Several new techniques for myolysis have been sought in an attempt to achieve minimally invasive approaches to uterine myomas which are less technically demanding, and less time consuming than laparoscopic myomectomy, while minimizing adhesion formation.16
Even though laparoscopic or open myomectomy are considered the classic surgical approaches for women who desire uterine preservation, the current literature on this subject underlines the need for new, alternative, less invasive techniques to treat symptomatic myomas. Myolysis as a treatment option for uterine myomas was first introduced in the late 1980s as a hysteroscopic technique.17 Subsequently, myolysis was performed as a variation on the technique of laparoscopic myomectomy in which myomas are coagulated rather than removed.
The RF uterine myolysis procedure provides an alternative for those patients who suffer intractable midline dysmenorrheal. This procedure is relatively simple and safe and could result in a satisfactory outcome in the intervention of midline dysmenorrheal.
We designed a prospective study and used a zero-to-4 pain score system to evaluate 272 patients before and after RFM. No patient had intraoperative or long-term complications.
We conclude that dysmenorrheal statistically significantly improved after RFM in women with symptomatic uterine myomas.

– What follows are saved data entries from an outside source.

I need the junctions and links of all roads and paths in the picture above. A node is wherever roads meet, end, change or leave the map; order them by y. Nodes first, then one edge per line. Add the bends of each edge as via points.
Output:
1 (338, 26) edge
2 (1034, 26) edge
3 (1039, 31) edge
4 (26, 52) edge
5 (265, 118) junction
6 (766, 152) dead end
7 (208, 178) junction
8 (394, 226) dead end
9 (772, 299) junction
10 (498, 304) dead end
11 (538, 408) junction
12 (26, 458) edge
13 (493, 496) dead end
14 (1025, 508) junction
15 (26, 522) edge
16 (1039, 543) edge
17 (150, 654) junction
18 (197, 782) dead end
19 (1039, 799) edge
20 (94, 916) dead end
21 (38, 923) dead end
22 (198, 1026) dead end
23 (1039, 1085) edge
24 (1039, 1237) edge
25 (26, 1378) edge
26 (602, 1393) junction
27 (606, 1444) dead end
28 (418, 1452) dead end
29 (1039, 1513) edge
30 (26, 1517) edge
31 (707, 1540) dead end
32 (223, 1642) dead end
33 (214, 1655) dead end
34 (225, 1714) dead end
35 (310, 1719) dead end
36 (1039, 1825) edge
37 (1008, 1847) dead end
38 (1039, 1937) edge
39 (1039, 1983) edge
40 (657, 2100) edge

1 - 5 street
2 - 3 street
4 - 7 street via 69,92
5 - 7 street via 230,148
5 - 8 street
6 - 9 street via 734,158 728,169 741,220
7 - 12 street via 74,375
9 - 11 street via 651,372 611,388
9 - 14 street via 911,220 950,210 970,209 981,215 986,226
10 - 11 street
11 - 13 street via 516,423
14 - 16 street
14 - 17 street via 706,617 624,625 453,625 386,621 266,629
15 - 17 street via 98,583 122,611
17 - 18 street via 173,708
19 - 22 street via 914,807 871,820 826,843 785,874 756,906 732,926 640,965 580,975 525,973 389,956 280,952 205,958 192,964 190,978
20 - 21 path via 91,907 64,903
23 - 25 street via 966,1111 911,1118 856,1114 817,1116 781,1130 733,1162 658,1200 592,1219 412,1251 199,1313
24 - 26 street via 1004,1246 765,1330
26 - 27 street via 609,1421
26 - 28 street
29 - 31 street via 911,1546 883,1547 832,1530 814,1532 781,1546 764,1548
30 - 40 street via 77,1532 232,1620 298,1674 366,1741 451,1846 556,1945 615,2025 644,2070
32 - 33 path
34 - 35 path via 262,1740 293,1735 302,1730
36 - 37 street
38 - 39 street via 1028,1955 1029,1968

Both the LRFM and URFM effectively reduced midline dysmenorrhea caused by myoma and adenomyosis. RF energy desiccate target tissue directly of disrupt their blood supply and destroy pain receptors in nerve fibers in the uterus. RFM markedly reduced the midline component of menstrual pain.
Therefore LRFM may provide a better operative field and complete resection in comparison to URFM. LRFM is an effective treatment for severe central pelvic pain and intractable dysmenorrhea. It is safe and effective for treating midline dysmenorrheal and pelvic pain.
When a patient requires surgical treatment for chronic midline pelvic pain or severe dysmenorrhea, LRFM is an al ternative choice. It is relatively safe, simple to perform and satisfactory. LRFM is an alternative choice because it is relatively safe and, simple to perform and moreover, it is satisfactory. A larger series of patients and precise methodology, including a more detailed pain score system of inclusion criteria, nonetheless, are necessary to fully evaluate the efficacy of the LRFM procedure.